When I opened my eyes again, the room was washed with the pale light of day. The walls curved. I thought at first my eyes would not focus, and then I recognized the shape of a Mountain dwelling. Slowly I took in detail. Thick rugs of wool on the floor, simple wooden furniture, a window of greased hide. On a shelf, two dolls leaned their heads together beside a wooden horse and tiny cart. A huntsman puppet dangled in a corner. On a table were bits of brightly painted wood. I smelled the clean shavings and the fresh paint. Puppets, I thought. Someone was making puppets. I was belly down on a bed with a blanket over me. I was warm. The skin of my face and my hands and feet burned unpleasantly but that could be ignored, for the great pain that bored into my back took precedence. My mouth was not so dry. Had I drunk something? I seemed to recall the spill of warm tea in my mouth but it was not a definite memory. Feet in felted wool slippers approached my bed. Someone bent down and lifted the blanket off me. Cool air flowed across my skin. Deft hands moved over me, prodding the area around my wound. "So thin. Were he better fleshed, I'd say he had more chance," said an old woman's voice sadly.
"Will he keep his toes and fingers?" A woman's voice, close by. A young woman. I could not see her but she was near. The other woman bent over me. She handled my hands, bending the fingers and pinching at the ends of them. I winced and tried feebly to pull away. "If he lives, he'll keep his fingers," she said, not unkindly but factually. "They will be tender, for he must shed all the skin and flesh that was frozen. By themselves, they are not too bad. The infection in his back is what may kill him. There's something inside that wound. An arrowhead and part of the shaft by the look of it."
"Cannot you take it out?" Ivory-hands spoke from somewhere in the room.
"Easily," the woman replied. I realized she was speaking the tongue of Buck, with a Mountain accent. "But he will certainly bleed and he has not much blood left he can part with. And the foulness of his wound may spread in fresh-flowing blood to poison all his body." She sighed. "Would that Jonqui were alive still. She was very wise in this type of thing. It was she who pulled from Prince Rurisk the arrow that had pierced his chest. The wound bubbled with his very life's breath and still she did not let him die. I am not such a healer as she, but I will try. I will send my apprentice with a salve for his hands and feet and face. Rub his skin well with it each day, and do not be dismayed at the shedding of skin. As for his back, that we must keep a drawing poultice on, to suck the poisons from it as best we may. Food and drink you must get into him, as much as he will take. Let him rest. And a week hence, we will pull that arrow and hope he has built the strength to live through it, Jofron. Know you a good drawing poultice?"

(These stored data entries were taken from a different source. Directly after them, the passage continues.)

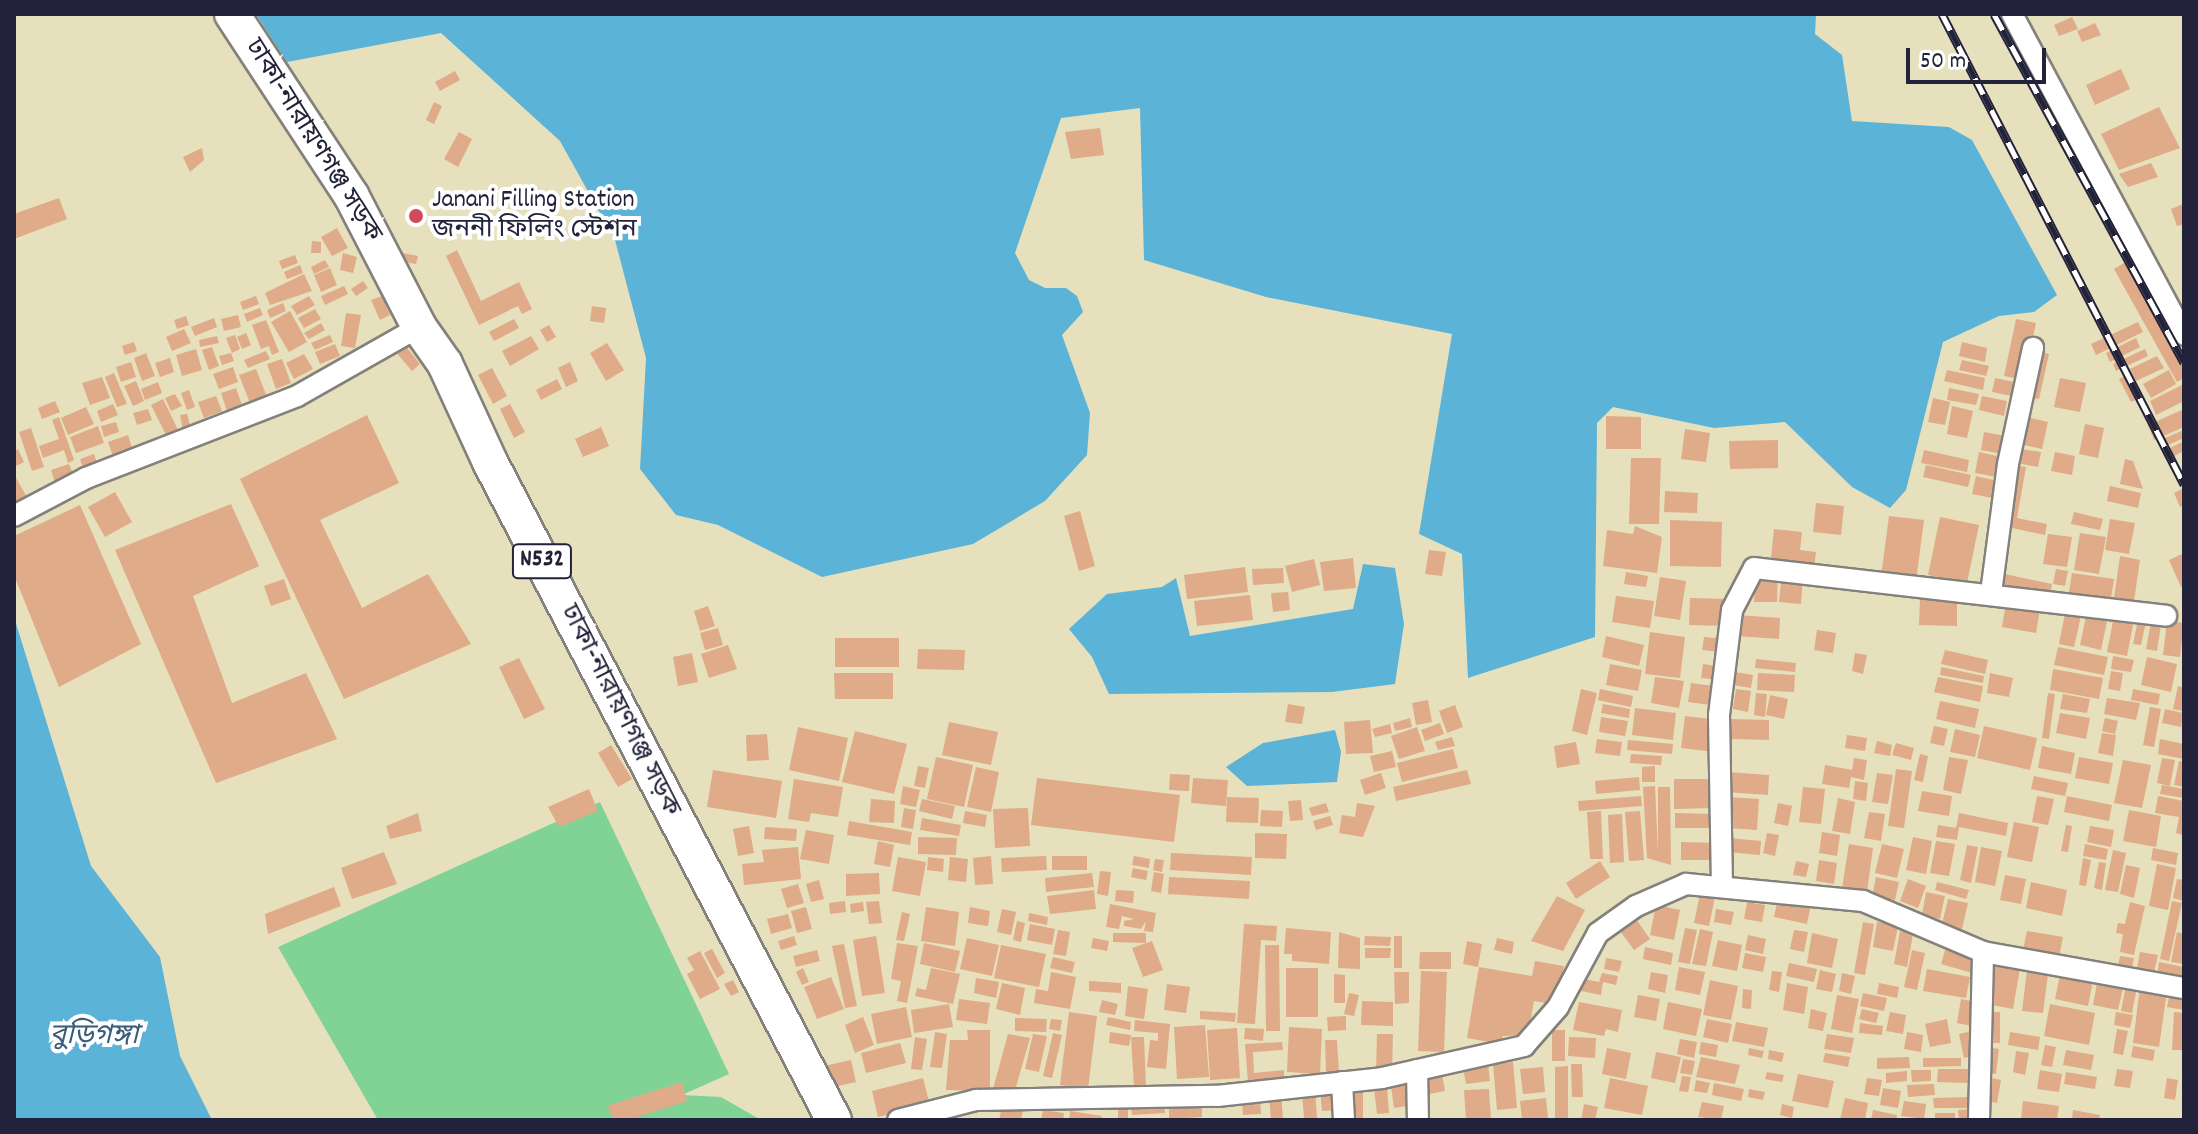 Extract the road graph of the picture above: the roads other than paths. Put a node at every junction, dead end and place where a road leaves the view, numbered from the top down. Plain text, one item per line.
1 (232, 14) edge
2 (2012, 14) edge
3 (419, 327) junction
4 (2184, 335) edge
5 (2033, 348) dead end
6 (14, 516) edge
7 (1991, 593) junction
8 (2166, 616) dead end
9 (1722, 887) junction
10 (1983, 952) junction
11 (2184, 988) edge
12 (1417, 1070) junction
13 (1342, 1082) junction
14 (834, 1120) edge
15 (898, 1120) edge
16 (1344, 1120) edge
17 (1418, 1120) edge
18 (1979, 1120) edge

1 - 3 highway, ঢাকা-নারায়ণগঞ্জ সড়ক / N532
2 - 4 street
3 - 6 street
3 - 14 highway, ঢাকা-নারায়ণগঞ্জ সড়ক / N532
5 - 7 street
7 - 8 street
7 - 9 street
9 - 10 street
9 - 12 street
10 - 11 street
10 - 18 street
12 - 13 street
12 - 17 street
13 - 15 street
13 - 16 street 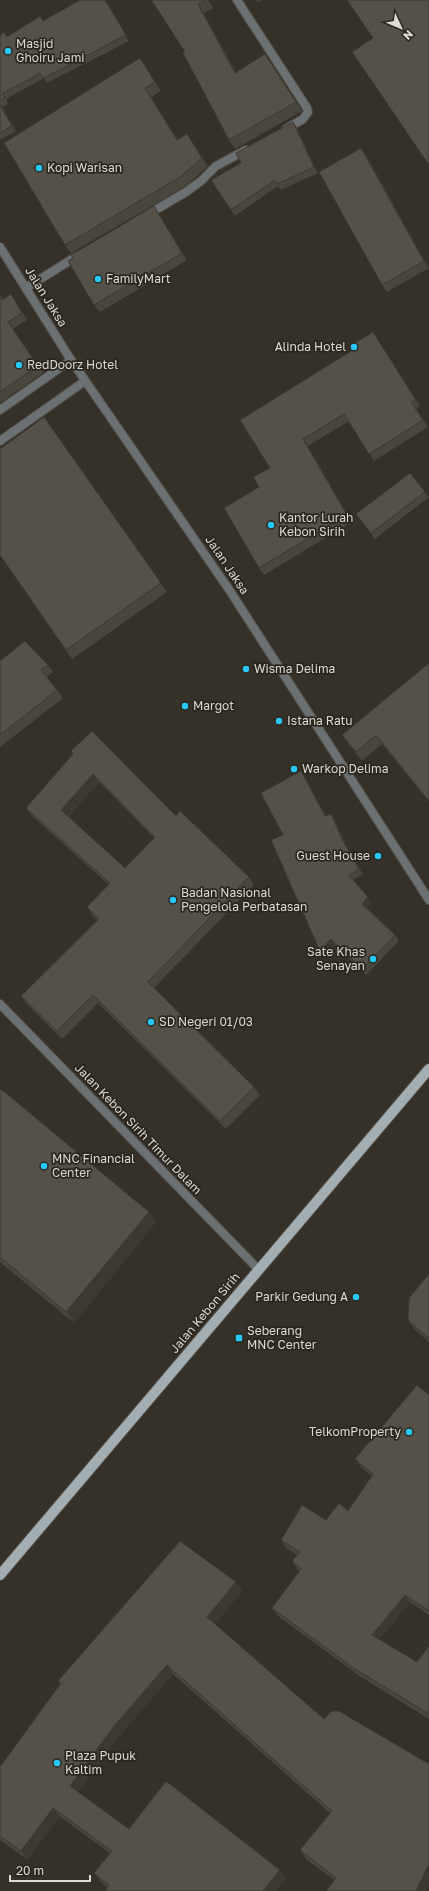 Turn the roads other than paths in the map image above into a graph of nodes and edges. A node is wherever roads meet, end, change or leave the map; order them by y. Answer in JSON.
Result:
{"nodes":[{"id":1,"x":237,"y":0,"type":"edge"},
{"id":2,"x":276,"y":134,"type":"edge"},
{"id":3,"x":256,"y":144,"type":"edge"},
{"id":4,"x":140,"y":220,"type":"edge"},
{"id":5,"x":0,"y":247,"type":"edge"},
{"id":6,"x":86,"y":251,"type":"edge"},
{"id":7,"x":26,"y":288,"type":"junction"},
{"id":8,"x":70,"y":360,"type":"junction"},
{"id":9,"x":85,"y":381,"type":"junction"},
{"id":10,"x":0,"y":410,"type":"edge"},
{"id":11,"x":0,"y":441,"type":"edge"},
{"id":12,"x":429,"y":900,"type":"edge"},
{"id":13,"x":0,"y":1004,"type":"edge"},
{"id":14,"x":429,"y":1069,"type":"edge"},
{"id":15,"x":259,"y":1270,"type":"junction"},
{"id":16,"x":0,"y":1575,"type":"edge"}],
"edges":[{"from":1,"to":2,"type":"street"},
{"from":3,"to":4,"type":"street"},
{"from":5,"to":7,"type":"street","name":"Jalan Jaksa"},
{"from":6,"to":7,"type":"street"},
{"from":7,"to":8,"type":"street","name":"Jalan Jaksa"},
{"from":8,"to":9,"type":"street","name":"Jalan Jaksa"},
{"from":8,"to":10,"type":"street"},
{"from":9,"to":11,"type":"street"},
{"from":9,"to":12,"type":"street","name":"Jalan Jaksa"},
{"from":13,"to":15,"type":"street","name":"Jalan Kebon Sirih Timur Dalam"},
{"from":14,"to":15,"type":"main road","name":"Jalan Kebon Sirih"},
{"from":15,"to":16,"type":"main road","name":"Jalan Kebon Sirih"}]} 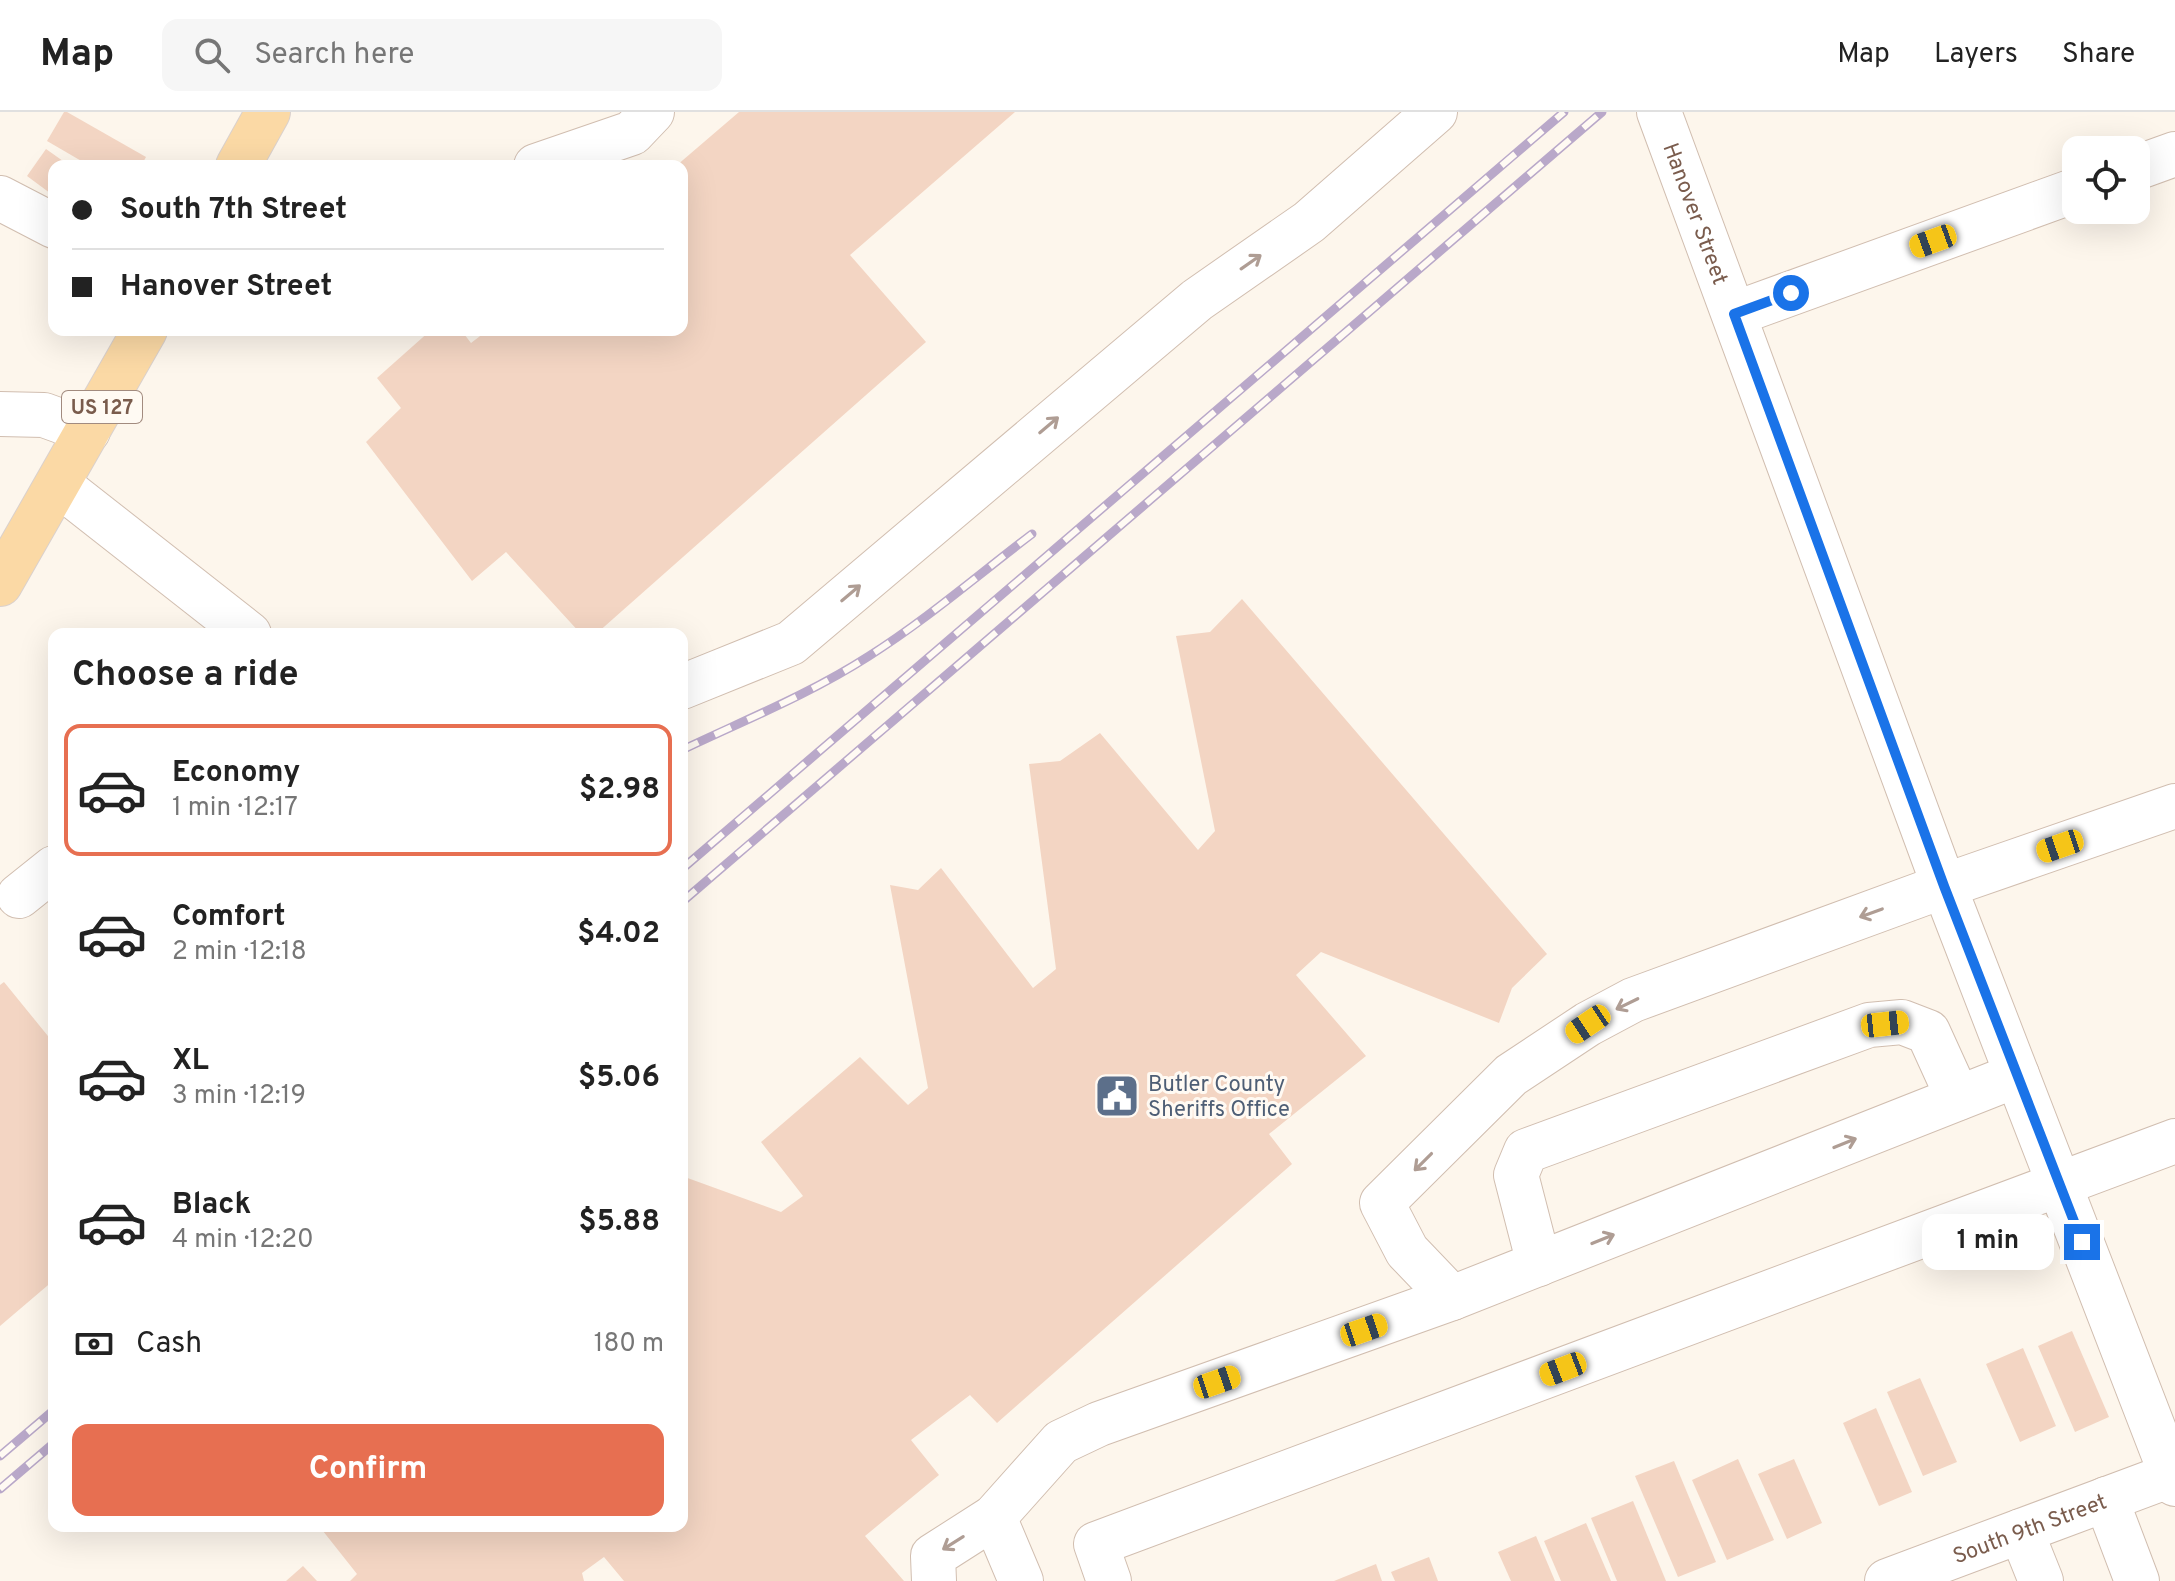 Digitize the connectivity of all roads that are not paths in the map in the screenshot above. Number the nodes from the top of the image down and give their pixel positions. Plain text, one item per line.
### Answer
1 (268, 112) edge
2 (652, 112) edge
3 (1435, 112) edge
4 (1659, 112) edge
5 (2175, 154) edge
6 (241, 160) edge
7 (553, 160) edge
8 (2150, 163) edge
9 (2062, 195) edge
10 (0, 198) edge
11 (48, 223) edge
12 (1734, 314) junction
13 (142, 336) edge
14 (0, 414) edge
15 (88, 431) junction
16 (58, 484) junction
17 (0, 584) edge
18 (241, 628) edge
19 (688, 685) edge
20 (2175, 806) edge
21 (48, 873) edge
22 (1944, 886) junction
23 (19, 896) dead end
24 (2017, 1075) junction
25 (1958, 1098) junction
26 (2175, 1141) edge
27 (2059, 1183) junction
28 (1539, 1264) junction
29 (1452, 1298) junction
30 (2173, 1479) edge
31 (2106, 1499) junction
32 (994, 1517) junction
33 (2021, 1531) junction
34 (1102, 1563) edge
35 (1955, 1569) edge
36 (934, 1581) edge
37 (1021, 1581) edge
38 (1887, 1581) edge
39 (2041, 1581) edge
40 (2137, 1581) edge

1 - 6 main road
2 - 7 street
19 -> 3 street
4 - 12 street, Hanover Street
5 - 8 street
9 - 12 street
10 - 11 street
12 - 22 street, Hanover Street
13 - 15 main road, US 127
14 - 15 street
15 - 16 main road, US 127
16 - 17 main road, US 127
16 - 18 street
20 - 22 street
21 - 23 street
22 - 24 street, Hanover Street
22 -> 29 street
24 - 25 street
24 - 27 street, Hanover Street
28 -> 25 street
25 - 28 street
26 - 27 street
27 - 30 street, Hanover Street
27 - 34 street
28 - 29 street
29 - 32 street
30 - 31 street, South 9th Street
31 - 33 street, South 9th Street
31 - 40 street
32 -> 36 street
32 - 37 street
33 - 35 street, South 9th Street
33 - 39 street
35 - 38 street, South 9th Street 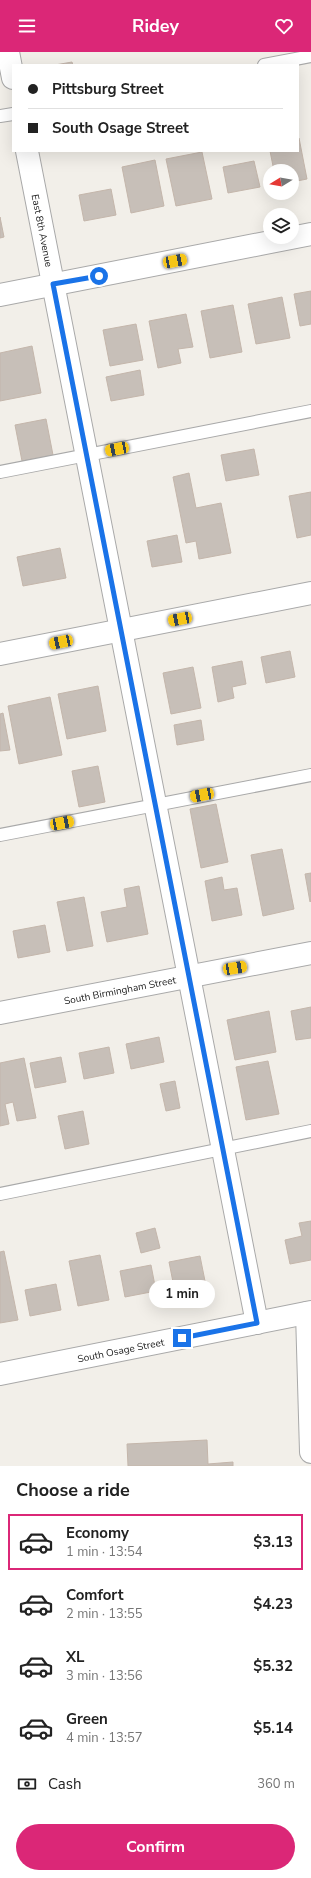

"One or two. Bran and goosegrass is a good one," she offered.
"It will do well. Would that I could stay and tend him, but I have many another to see to. Cedar Knoll was attacked last night. A bird has come with tidings that many were injured before the soldiers were driven off. I cannot tend one and leave many. I must leave him in your hands."
"And in my bed," Ivory-hands said dolefully. I heard the door close behind the healer.
I drew in a deeper breath but found no strength to speak.
Behind me, I heard the man moving about the hut, the small sounds of water poured and crockery moved. Footsteps came closer. "I think he's awake," Jofron said softly.
I gave a small nod against my pillow.
"Try to get this down him, then," suggested Ivory-hands.
"Then let him rest. I shall return with bran and goosegrass for your poultice. And some bedding for myself, for I suppose he must stay here." A tray was passed over my body and came into my view. There were a bowl and a cup on it. A woman sat beside me. I could not turn my head to see her face, but the fabrics of her skirt were Mountain woven. Her hand spooned up a bit from the bowl and offered it to me. I sipped at it cautiously. Some sort of broth. From the cup wafted the scents of chamomile and valerian. I heard a door slide open, and then shut. I felt a waft of cold air move through the room. Another spoonful of broth. A third.
"Where?" I managed to say.
"What?" she asked, leaning closer. She turned her head and leaned down to see my face. Blue eyes. Too close to my own. "Did you say something?"